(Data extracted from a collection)

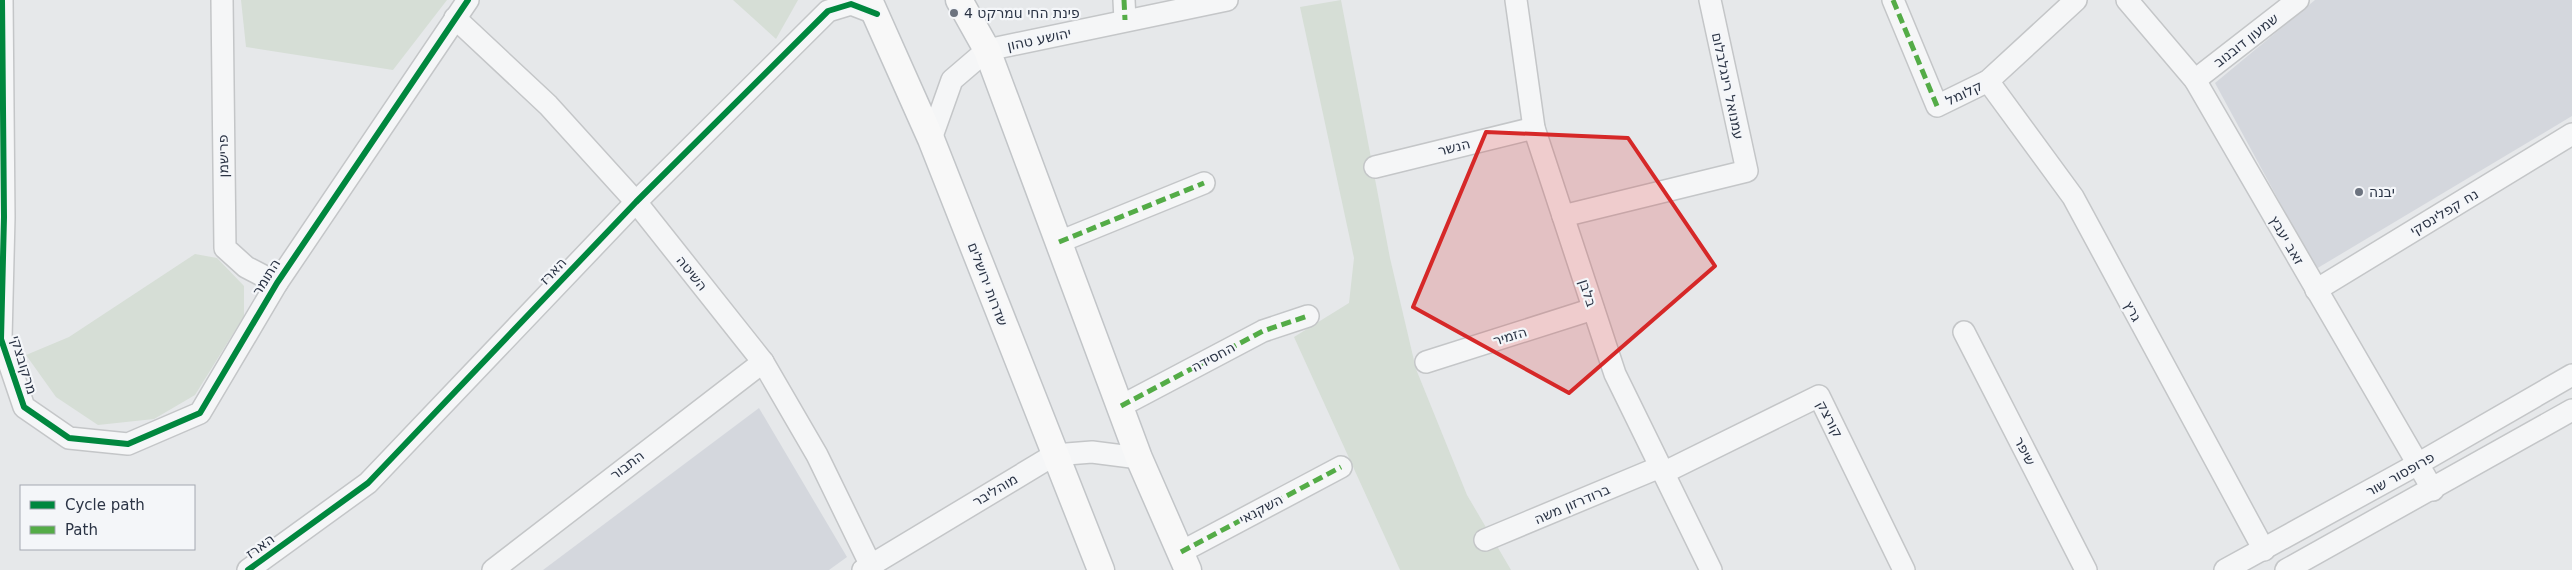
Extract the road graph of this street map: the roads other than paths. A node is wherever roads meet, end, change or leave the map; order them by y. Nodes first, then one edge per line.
1 (2, 0) edge
2 (222, 0) edge
3 (468, 0) edge
4 (959, 0) edge
5 (1227, 0) edge
6 (1516, 0) edge
7 (1710, 0) edge
8 (1893, 0) edge
9 (2076, 0) edge
10 (2127, 0) edge
11 (2298, 0) edge
12 (873, 7) edge
13 (1124, 10) edge
14 (455, 18) junction
15 (987, 50) junction
16 (2195, 80) junction
17 (1988, 81) junction
18 (1534, 128) junction
19 (2572, 134) edge
20 (931, 139) junction
21 (1375, 167) dead end
22 (1204, 183) dead end
23 (636, 202) junction
24 (1563, 216) junction
25 (2, 217) edge
26 (1059, 242) junction
27 (277, 283) junction
28 (2316, 290) junction
29 (1593, 309) junction
30 (1308, 316) dead end
31 (1964, 332) dead end
32 (763, 362) junction
33 (1426, 362) dead end
34 (2564, 380) edge
35 (1120, 406) junction
36 (24, 407) joint
37 (2572, 408) edge
38 (1054, 455) junction
39 (1140, 458) junction
40 (2416, 465) junction
41 (1341, 467) dead end
42 (1662, 470) junction
43 (2433, 490) junction
44 (1485, 540) dead end
45 (2264, 550) junction
46 (1185, 561) edge
47 (869, 568) edge
48 (248, 570) edge
49 (493, 570) edge
50 (1101, 570) edge
51 (1711, 570) edge
52 (1904, 570) edge
53 (2086, 570) edge
54 (2225, 570) edge
55 (2286, 570) edge

1 - 25 street, מרקובצקי
2 - 27 street, פרישמן
3 - 14 street, התומר
4 - 15 main road
5 - 13 street, יהושע טהון
6 - 18 street, בלבן
7 - 24 street, עמנואל רינגלבלום
8 - 17 street, קלומל
9 - 17 street, קלומל
10 - 16 street, זאב יעבץ
11 - 16 street, שמעון דובנוב
12 - 20 main road, שדרות ירושלים
12 - 23 street, הארז
13 - 15 street, יהושע טהון
14 - 23 street, השיטה
14 - 27 street, התומר
15 - 20 street, יהושע טהון
15 - 26 main road
16 - 28 street, זאב יעבץ
17 - 45 street, גרץ
18 - 21 street, הנשר
18 - 24 street, בלבן
19 - 28 street, נח קפלינסקי
20 - 38 main road, שדרות ירושלים
22 - 26 street
23 - 32 street, השיטה
23 - 48 street, הארז
24 - 29 street, בלבן
25 - 36 street, מרקובצקי
26 - 35 main road
27 - 36 street, התומר
28 - 40 street, זאב יעבץ
29 - 33 street, הזמיר
29 - 42 street, בלבן
30 - 35 street, החסידה
31 - 53 street, שיפר
32 - 47 street, השיטה
32 - 49 street, התבור
34 - 37 street
34 - 40 street, פרופסור שור
35 - 39 main road
37 - 43 street
38 - 39 street, מוהליבר
38 - 47 street, מוהליבר
38 - 50 main road, שדרות ירושלים
39 - 46 main road
40 - 43 street, זאב יעבץ
40 - 45 street, פרופסור שור
41 - 46 street, השקנאי
42 - 44 street, ברודרזון משה
42 - 51 street, בלבן
42 - 52 street, קורצק
43 - 55 street
45 - 54 street, פרופסור שור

• _BRIEF_
Each line of the data should be printed again exactly. Please leave pictures out.

• _ANSWER TO THIS TASK_
Extract the road graph of this street map: the roads other than paths. A node is wherever roads meet, end, change or leave the map; order them by y. Nodes first, then one edge per line.
1 (2, 0) edge
2 (222, 0) edge
3 (468, 0) edge
4 (959, 0) edge
5 (1227, 0) edge
6 (1516, 0) edge
7 (1710, 0) edge
8 (1893, 0) edge
9 (2076, 0) edge
10 (2127, 0) edge
11 (2298, 0) edge
12 (873, 7) edge
13 (1124, 10) edge
14 (455, 18) junction
15 (987, 50) junction
16 (2195, 80) junction
17 (1988, 81) junction
18 (1534, 128) junction
19 (2572, 134) edge
20 (931, 139) junction
21 (1375, 167) dead end
22 (1204, 183) dead end
23 (636, 202) junction
24 (1563, 216) junction
25 (2, 217) edge
26 (1059, 242) junction
27 (277, 283) junction
28 (2316, 290) junction
29 (1593, 309) junction
30 (1308, 316) dead end
31 (1964, 332) dead end
32 (763, 362) junction
33 (1426, 362) dead end
34 (2564, 380) edge
35 (1120, 406) junction
36 (24, 407) joint
37 (2572, 408) edge
38 (1054, 455) junction
39 (1140, 458) junction
40 (2416, 465) junction
41 (1341, 467) dead end
42 (1662, 470) junction
43 (2433, 490) junction
44 (1485, 540) dead end
45 (2264, 550) junction
46 (1185, 561) edge
47 (869, 568) edge
48 (248, 570) edge
49 (493, 570) edge
50 (1101, 570) edge
51 (1711, 570) edge
52 (1904, 570) edge
53 (2086, 570) edge
54 (2225, 570) edge
55 (2286, 570) edge

1 - 25 street, מרקובצקי
2 - 27 street, פרישמן
3 - 14 street, התומר
4 - 15 main road
5 - 13 street, יהושע טהון
6 - 18 street, בלבן
7 - 24 street, עמנואל רינגלבלום
8 - 17 street, קלומל
9 - 17 street, קלומל
10 - 16 street, זאב יעבץ
11 - 16 street, שמעון דובנוב
12 - 20 main road, שדרות ירושלים
12 - 23 street, הארז
13 - 15 street, יהושע טהון
14 - 23 street, השיטה
14 - 27 street, התומר
15 - 20 street, יהושע טהון
15 - 26 main road
16 - 28 street, זאב יעבץ
17 - 45 street, גרץ
18 - 21 street, הנשר
18 - 24 street, בלבן
19 - 28 street, נח קפלינסקי
20 - 38 main road, שדרות ירושלים
22 - 26 street
23 - 32 street, השיטה
23 - 48 street, הארז
24 - 29 street, בלבן
25 - 36 street, מרקובצקי
26 - 35 main road
27 - 36 street, התומר
28 - 40 street, זאב יעבץ
29 - 33 street, הזמיר
29 - 42 street, בלבן
30 - 35 street, החסידה
31 - 53 street, שיפר
32 - 47 street, השיטה
32 - 49 street, התבור
34 - 37 street
34 - 40 street, פרופסור שור
35 - 39 main road
37 - 43 street
38 - 39 street, מוהליבר
38 - 47 street, מוהליבר
38 - 50 main road, שדרות ירושלים
39 - 46 main road
40 - 43 street, זאב יעבץ
40 - 45 street, פרופסור שור
41 - 46 street, השקנאי
42 - 44 street, ברודרזון משה
42 - 51 street, בלבן
42 - 52 street, קורצק
43 - 55 street
45 - 54 street, פרופסור שור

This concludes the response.